*** Excerpted records ***

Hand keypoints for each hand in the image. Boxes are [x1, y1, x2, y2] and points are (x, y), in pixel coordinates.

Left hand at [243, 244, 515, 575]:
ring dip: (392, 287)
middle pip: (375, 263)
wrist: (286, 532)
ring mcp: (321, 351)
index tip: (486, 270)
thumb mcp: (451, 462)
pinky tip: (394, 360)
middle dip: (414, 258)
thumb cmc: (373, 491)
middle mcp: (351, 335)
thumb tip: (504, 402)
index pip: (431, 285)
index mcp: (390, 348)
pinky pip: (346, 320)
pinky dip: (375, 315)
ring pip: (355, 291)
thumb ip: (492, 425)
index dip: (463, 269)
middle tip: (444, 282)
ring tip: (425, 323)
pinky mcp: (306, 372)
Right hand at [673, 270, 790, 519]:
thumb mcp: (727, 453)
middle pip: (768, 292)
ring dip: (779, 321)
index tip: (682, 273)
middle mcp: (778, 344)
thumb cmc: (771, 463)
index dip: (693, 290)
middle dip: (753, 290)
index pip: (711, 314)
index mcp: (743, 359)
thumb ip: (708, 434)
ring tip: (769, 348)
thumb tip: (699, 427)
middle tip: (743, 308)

*** End of Excerpted records ***
*** Excerpted records ***

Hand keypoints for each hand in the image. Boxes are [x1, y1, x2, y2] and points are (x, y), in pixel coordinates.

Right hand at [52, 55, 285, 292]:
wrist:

*** End of Excerpted records ***
*** Excerpted records ***

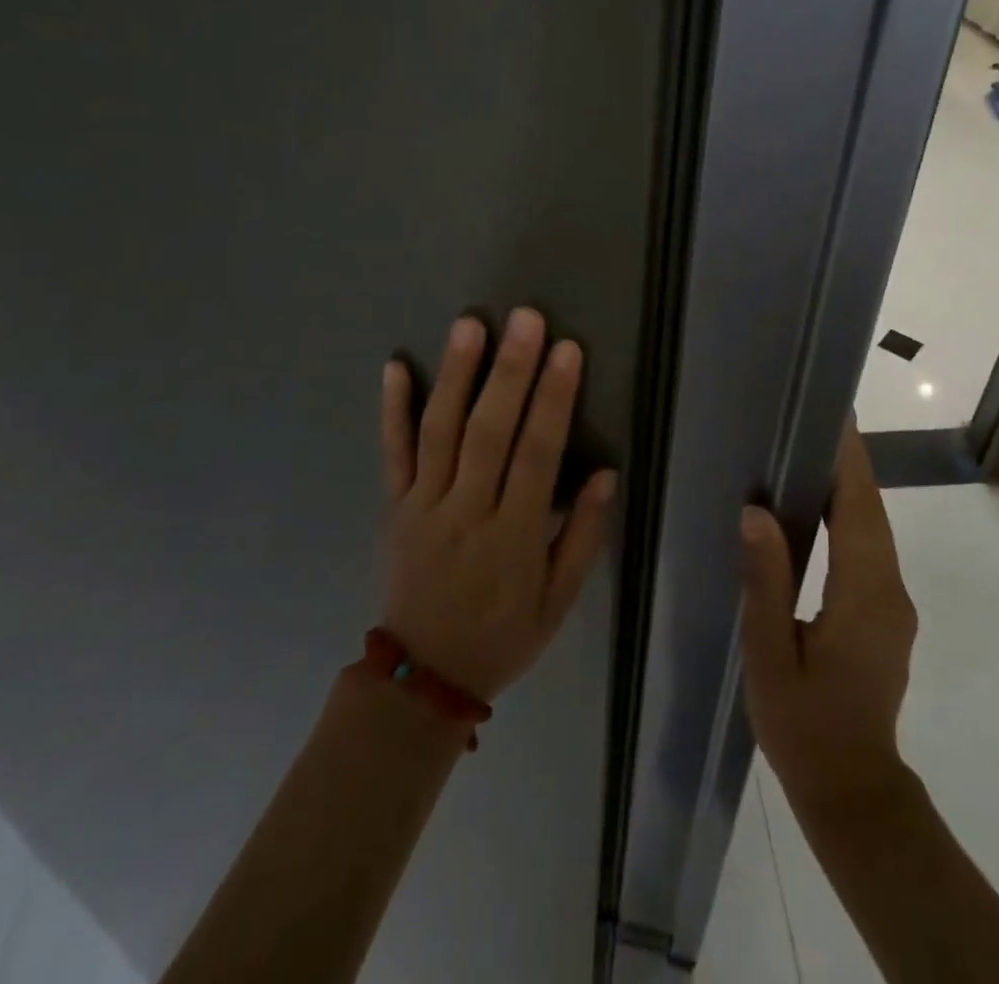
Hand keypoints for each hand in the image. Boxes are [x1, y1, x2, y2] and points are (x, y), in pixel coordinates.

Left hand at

*** End of Excerpted records ***

**Aim of the exercise:** Copy the lines above exactly, beginning at the line that has "middle mcp: (778, 344)" and stopping after the line that has "middle tip: (743, 308)", and omit the rest.

**Solved problem:**
middle mcp: (778, 344)
thumb cmc: (771, 463)
index dip: (693, 290)
middle dip: (753, 290)
index pip: (711, 314)
index mcp: (743, 359)
thumb ip: (708, 434)
ring tip: (769, 348)
thumb tip: (699, 427)
middle tip: (743, 308)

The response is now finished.